EXERCISE BRIEF
In the entries below, find the line with "cairo_set_source_rgb(cr, r /" and the line with "cairo_arc(cr, x + r, y + h"; give again those lines and every line between them, exactly.
----
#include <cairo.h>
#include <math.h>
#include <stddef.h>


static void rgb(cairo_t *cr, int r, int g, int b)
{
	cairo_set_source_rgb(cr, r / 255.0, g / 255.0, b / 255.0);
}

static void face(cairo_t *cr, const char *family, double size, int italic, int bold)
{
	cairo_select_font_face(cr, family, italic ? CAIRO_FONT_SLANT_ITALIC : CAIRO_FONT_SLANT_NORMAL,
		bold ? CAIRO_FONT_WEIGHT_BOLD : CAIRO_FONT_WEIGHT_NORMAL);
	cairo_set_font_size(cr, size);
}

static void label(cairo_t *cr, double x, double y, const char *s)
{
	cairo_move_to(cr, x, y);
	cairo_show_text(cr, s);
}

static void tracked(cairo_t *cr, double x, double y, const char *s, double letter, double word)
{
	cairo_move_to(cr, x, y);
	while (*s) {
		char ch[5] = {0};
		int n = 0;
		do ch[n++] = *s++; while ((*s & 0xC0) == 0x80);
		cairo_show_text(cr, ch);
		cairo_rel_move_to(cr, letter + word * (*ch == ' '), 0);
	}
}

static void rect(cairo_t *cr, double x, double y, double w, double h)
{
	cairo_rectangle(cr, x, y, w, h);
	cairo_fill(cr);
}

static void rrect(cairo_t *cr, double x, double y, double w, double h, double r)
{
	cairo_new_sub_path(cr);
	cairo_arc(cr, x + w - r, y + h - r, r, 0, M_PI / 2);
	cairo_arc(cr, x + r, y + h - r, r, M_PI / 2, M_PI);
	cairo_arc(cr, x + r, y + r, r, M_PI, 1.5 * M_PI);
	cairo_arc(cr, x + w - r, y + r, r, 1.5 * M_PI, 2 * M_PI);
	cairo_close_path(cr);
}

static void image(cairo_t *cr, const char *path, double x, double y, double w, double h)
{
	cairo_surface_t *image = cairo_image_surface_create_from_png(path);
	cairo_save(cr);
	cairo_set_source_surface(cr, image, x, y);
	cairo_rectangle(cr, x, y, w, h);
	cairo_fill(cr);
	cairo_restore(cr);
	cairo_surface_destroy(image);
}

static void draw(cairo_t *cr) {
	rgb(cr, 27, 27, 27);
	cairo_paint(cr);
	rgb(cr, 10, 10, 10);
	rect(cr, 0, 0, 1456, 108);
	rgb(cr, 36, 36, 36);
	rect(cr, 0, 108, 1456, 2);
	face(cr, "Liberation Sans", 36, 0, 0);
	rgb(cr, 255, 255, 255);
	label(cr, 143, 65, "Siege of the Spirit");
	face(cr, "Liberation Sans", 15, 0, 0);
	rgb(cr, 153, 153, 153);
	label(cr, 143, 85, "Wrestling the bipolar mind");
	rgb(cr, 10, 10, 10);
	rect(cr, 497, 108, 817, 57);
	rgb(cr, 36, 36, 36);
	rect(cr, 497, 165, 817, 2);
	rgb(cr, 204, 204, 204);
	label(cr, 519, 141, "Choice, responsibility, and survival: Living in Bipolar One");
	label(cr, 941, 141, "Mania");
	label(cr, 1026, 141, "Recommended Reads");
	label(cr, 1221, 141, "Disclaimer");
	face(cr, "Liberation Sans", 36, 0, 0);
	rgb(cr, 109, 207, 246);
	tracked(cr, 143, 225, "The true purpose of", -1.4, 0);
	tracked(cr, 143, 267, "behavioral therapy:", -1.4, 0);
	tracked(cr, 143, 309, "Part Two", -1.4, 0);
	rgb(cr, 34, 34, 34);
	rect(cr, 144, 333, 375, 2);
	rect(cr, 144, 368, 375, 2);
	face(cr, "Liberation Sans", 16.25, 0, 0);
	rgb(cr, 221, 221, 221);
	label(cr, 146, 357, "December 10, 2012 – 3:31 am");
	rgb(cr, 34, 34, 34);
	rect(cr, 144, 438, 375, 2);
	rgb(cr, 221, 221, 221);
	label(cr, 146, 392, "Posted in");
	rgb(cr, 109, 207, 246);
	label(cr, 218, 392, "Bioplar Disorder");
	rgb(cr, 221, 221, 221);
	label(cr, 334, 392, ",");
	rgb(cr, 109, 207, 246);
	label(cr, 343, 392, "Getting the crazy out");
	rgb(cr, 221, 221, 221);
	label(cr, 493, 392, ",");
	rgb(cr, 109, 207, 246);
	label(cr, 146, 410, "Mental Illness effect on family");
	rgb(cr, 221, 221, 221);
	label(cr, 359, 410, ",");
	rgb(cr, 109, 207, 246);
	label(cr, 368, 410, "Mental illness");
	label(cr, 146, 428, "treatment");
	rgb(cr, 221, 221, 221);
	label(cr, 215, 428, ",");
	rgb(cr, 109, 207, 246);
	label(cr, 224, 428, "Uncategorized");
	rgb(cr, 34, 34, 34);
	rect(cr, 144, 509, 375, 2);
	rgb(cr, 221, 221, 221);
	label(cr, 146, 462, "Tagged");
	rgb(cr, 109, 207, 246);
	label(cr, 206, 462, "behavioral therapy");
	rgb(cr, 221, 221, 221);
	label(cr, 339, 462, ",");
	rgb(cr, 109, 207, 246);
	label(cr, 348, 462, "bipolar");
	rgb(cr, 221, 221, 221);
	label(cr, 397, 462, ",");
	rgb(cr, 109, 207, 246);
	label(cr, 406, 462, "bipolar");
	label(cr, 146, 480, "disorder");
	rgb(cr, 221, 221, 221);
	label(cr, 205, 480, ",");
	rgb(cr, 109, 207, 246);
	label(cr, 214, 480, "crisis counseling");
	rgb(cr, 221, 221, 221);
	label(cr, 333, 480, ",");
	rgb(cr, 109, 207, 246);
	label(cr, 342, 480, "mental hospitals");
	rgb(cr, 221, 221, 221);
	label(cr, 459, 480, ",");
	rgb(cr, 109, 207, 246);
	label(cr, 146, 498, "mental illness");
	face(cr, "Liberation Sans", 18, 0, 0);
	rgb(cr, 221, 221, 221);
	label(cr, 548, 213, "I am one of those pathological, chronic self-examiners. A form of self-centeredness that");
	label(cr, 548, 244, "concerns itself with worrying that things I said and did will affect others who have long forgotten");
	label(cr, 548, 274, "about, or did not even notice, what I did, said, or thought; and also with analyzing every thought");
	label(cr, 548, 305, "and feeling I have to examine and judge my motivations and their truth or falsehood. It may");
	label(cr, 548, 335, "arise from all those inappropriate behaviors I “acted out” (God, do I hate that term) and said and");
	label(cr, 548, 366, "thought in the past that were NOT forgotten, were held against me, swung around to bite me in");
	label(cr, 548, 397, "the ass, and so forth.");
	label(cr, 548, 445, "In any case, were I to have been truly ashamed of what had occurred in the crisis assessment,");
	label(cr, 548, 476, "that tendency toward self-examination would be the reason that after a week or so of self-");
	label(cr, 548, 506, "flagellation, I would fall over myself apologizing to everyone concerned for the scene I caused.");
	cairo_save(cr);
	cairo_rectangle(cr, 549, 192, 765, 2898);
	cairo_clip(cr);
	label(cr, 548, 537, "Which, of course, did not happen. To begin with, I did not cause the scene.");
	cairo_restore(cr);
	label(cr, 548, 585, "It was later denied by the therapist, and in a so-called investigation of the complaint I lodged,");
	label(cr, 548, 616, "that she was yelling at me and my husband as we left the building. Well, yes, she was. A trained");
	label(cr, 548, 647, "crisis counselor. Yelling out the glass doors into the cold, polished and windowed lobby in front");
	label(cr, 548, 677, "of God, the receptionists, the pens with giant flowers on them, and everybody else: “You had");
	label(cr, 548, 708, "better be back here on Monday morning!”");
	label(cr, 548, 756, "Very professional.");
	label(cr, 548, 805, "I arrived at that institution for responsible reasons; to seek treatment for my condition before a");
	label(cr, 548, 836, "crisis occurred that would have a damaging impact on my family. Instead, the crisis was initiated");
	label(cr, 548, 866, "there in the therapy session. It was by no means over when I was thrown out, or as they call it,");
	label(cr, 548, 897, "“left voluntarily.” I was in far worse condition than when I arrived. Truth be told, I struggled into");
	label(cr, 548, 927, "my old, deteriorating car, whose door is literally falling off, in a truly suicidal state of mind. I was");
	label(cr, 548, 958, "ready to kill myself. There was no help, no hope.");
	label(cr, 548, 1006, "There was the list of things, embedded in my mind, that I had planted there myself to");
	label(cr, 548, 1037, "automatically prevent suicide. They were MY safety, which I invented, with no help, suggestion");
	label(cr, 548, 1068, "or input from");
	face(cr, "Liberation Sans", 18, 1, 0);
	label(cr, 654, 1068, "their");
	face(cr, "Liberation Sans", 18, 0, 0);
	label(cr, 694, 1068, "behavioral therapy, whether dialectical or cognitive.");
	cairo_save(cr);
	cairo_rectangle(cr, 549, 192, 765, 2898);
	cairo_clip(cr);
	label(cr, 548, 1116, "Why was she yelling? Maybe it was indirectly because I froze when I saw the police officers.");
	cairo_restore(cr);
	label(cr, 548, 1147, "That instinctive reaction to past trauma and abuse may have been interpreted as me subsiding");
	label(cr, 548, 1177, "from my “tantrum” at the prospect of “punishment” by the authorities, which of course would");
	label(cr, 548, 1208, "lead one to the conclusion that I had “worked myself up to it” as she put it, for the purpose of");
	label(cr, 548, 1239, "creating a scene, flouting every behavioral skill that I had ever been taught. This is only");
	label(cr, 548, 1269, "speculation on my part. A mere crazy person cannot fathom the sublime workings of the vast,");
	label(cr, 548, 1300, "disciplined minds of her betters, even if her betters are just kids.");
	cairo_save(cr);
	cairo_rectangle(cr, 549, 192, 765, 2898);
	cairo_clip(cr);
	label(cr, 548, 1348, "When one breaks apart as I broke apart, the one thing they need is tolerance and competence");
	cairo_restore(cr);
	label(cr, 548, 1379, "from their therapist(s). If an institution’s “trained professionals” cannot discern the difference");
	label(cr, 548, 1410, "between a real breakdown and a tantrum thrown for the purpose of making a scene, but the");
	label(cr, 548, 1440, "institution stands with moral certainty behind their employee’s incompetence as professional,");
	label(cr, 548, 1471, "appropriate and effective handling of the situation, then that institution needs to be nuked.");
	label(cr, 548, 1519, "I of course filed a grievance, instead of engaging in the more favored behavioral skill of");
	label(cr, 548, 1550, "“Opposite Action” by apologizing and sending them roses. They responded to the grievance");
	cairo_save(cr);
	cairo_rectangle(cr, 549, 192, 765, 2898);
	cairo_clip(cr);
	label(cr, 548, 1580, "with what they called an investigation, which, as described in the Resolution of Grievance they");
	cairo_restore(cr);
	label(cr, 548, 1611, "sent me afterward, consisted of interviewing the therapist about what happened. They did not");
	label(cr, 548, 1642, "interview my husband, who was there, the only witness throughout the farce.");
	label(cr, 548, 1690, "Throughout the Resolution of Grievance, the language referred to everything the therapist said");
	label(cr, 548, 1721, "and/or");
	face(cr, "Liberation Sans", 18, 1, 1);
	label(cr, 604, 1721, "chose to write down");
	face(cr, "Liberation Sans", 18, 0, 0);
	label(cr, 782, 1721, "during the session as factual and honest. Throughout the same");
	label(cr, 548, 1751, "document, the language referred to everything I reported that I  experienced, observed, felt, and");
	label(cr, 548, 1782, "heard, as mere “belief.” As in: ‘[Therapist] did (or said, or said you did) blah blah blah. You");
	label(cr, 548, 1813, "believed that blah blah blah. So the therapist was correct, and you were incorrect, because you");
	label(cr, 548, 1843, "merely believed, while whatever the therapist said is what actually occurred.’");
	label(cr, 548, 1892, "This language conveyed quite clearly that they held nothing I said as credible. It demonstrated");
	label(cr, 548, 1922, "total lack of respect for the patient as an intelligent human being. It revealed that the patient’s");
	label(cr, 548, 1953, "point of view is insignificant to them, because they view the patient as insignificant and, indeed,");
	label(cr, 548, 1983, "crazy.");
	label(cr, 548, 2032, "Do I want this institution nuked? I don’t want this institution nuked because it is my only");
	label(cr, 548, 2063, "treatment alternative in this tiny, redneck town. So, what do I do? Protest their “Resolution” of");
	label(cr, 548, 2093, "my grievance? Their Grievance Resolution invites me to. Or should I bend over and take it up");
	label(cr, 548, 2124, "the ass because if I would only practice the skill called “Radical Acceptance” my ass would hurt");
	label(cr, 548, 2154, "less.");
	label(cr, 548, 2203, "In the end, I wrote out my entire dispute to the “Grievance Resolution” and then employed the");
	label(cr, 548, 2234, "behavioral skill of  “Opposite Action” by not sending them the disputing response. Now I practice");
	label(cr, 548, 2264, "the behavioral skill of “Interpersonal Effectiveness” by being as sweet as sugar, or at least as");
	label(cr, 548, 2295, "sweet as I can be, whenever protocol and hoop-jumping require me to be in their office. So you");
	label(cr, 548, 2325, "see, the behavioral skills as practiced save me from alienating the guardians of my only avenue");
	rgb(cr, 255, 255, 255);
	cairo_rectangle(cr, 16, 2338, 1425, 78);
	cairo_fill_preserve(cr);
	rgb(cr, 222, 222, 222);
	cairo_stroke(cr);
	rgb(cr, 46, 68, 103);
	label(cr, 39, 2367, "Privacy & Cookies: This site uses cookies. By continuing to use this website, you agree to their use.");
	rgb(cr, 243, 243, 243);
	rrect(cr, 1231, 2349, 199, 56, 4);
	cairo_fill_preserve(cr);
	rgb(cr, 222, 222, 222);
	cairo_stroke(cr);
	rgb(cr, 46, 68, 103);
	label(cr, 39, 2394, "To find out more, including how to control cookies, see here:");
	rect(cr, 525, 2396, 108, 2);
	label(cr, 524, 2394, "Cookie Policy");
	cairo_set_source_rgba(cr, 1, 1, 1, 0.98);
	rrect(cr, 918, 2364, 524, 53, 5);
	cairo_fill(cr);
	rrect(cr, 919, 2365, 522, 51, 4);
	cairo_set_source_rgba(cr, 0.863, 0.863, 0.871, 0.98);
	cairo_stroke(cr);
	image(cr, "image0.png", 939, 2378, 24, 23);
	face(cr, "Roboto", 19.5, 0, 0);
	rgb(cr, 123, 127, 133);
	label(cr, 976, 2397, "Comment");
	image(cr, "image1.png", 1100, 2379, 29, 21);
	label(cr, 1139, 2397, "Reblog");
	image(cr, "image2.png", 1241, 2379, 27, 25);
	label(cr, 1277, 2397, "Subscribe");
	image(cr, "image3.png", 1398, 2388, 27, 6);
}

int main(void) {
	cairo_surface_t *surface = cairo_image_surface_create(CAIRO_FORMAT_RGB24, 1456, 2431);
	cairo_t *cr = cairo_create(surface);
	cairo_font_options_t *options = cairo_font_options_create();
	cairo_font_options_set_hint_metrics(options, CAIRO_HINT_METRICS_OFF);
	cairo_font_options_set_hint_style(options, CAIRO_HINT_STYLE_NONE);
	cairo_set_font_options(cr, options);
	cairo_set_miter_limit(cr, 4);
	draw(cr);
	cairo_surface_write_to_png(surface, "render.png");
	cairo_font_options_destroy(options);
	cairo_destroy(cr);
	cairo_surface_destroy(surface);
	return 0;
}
----
EXERCISE SOLUTION
	cairo_set_source_rgb(cr, r / 255.0, g / 255.0, b / 255.0);
}

static void face(cairo_t *cr, const char *family, double size, int italic, int bold)
{
	cairo_select_font_face(cr, family, italic ? CAIRO_FONT_SLANT_ITALIC : CAIRO_FONT_SLANT_NORMAL,
		bold ? CAIRO_FONT_WEIGHT_BOLD : CAIRO_FONT_WEIGHT_NORMAL);
	cairo_set_font_size(cr, size);
}

static void label(cairo_t *cr, double x, double y, const char *s)
{
	cairo_move_to(cr, x, y);
	cairo_show_text(cr, s);
}

static void tracked(cairo_t *cr, double x, double y, const char *s, double letter, double word)
{
	cairo_move_to(cr, x, y);
	while (*s) {
		char ch[5] = {0};
		int n = 0;
		do ch[n++] = *s++; while ((*s & 0xC0) == 0x80);
		cairo_show_text(cr, ch);
		cairo_rel_move_to(cr, letter + word * (*ch == ' '), 0);
	}
}

static void rect(cairo_t *cr, double x, double y, double w, double h)
{
	cairo_rectangle(cr, x, y, w, h);
	cairo_fill(cr);
}

static void rrect(cairo_t *cr, double x, double y, double w, double h, double r)
{
	cairo_new_sub_path(cr);
	cairo_arc(cr, x + w - r, y + h - r, r, 0, M_PI / 2);
	cairo_arc(cr, x + r, y + h - r, r, M_PI / 2, M_PI);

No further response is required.